(Saved entries)
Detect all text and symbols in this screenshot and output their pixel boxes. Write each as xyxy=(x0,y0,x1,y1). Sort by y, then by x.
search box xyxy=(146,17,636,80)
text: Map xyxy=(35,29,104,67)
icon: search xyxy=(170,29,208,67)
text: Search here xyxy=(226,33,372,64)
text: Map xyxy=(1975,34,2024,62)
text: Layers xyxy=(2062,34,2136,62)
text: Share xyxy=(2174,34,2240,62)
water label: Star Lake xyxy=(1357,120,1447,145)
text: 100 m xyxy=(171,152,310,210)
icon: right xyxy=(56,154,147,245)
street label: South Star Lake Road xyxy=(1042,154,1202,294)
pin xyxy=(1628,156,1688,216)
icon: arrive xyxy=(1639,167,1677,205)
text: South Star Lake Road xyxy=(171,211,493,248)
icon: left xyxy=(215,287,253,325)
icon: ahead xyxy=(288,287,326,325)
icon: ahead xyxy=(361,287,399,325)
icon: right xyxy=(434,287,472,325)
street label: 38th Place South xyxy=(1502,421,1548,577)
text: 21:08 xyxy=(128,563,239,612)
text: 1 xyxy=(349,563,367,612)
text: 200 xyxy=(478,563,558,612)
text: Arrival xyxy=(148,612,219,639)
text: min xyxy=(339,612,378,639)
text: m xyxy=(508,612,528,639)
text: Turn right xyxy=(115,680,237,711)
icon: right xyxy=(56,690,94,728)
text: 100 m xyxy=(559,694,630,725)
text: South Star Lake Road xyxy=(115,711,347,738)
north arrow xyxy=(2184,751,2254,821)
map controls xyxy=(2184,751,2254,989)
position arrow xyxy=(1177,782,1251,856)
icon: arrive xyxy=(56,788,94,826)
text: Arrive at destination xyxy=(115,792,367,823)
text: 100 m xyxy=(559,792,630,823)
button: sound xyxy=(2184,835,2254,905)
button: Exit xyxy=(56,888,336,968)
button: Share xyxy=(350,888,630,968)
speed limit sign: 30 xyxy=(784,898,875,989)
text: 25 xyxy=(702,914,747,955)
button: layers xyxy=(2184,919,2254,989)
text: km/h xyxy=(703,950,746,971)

▶ _TASK_: Can you restate every record above word for word?

▶ _ANSWER SECTION_:
Detect all text and symbols in this screenshot and output their pixel boxes. Write each as xyxy=(x0,y0,x1,y1). Sort by y, then by x.
search box xyxy=(146,17,636,80)
text: Map xyxy=(35,29,104,67)
icon: search xyxy=(170,29,208,67)
text: Search here xyxy=(226,33,372,64)
text: Map xyxy=(1975,34,2024,62)
text: Layers xyxy=(2062,34,2136,62)
text: Share xyxy=(2174,34,2240,62)
water label: Star Lake xyxy=(1357,120,1447,145)
text: 100 m xyxy=(171,152,310,210)
icon: right xyxy=(56,154,147,245)
street label: South Star Lake Road xyxy=(1042,154,1202,294)
pin xyxy=(1628,156,1688,216)
icon: arrive xyxy=(1639,167,1677,205)
text: South Star Lake Road xyxy=(171,211,493,248)
icon: left xyxy=(215,287,253,325)
icon: ahead xyxy=(288,287,326,325)
icon: ahead xyxy=(361,287,399,325)
icon: right xyxy=(434,287,472,325)
street label: 38th Place South xyxy=(1502,421,1548,577)
text: 21:08 xyxy=(128,563,239,612)
text: 1 xyxy=(349,563,367,612)
text: 200 xyxy=(478,563,558,612)
text: Arrival xyxy=(148,612,219,639)
text: min xyxy=(339,612,378,639)
text: m xyxy=(508,612,528,639)
text: Turn right xyxy=(115,680,237,711)
icon: right xyxy=(56,690,94,728)
text: 100 m xyxy=(559,694,630,725)
text: South Star Lake Road xyxy=(115,711,347,738)
north arrow xyxy=(2184,751,2254,821)
map controls xyxy=(2184,751,2254,989)
position arrow xyxy=(1177,782,1251,856)
icon: arrive xyxy=(56,788,94,826)
text: Arrive at destination xyxy=(115,792,367,823)
text: 100 m xyxy=(559,792,630,823)
button: sound xyxy=(2184,835,2254,905)
button: Exit xyxy=(56,888,336,968)
button: Share xyxy=(350,888,630,968)
speed limit sign: 30 xyxy=(784,898,875,989)
text: 25 xyxy=(702,914,747,955)
button: layers xyxy=(2184,919,2254,989)
text: km/h xyxy=(703,950,746,971)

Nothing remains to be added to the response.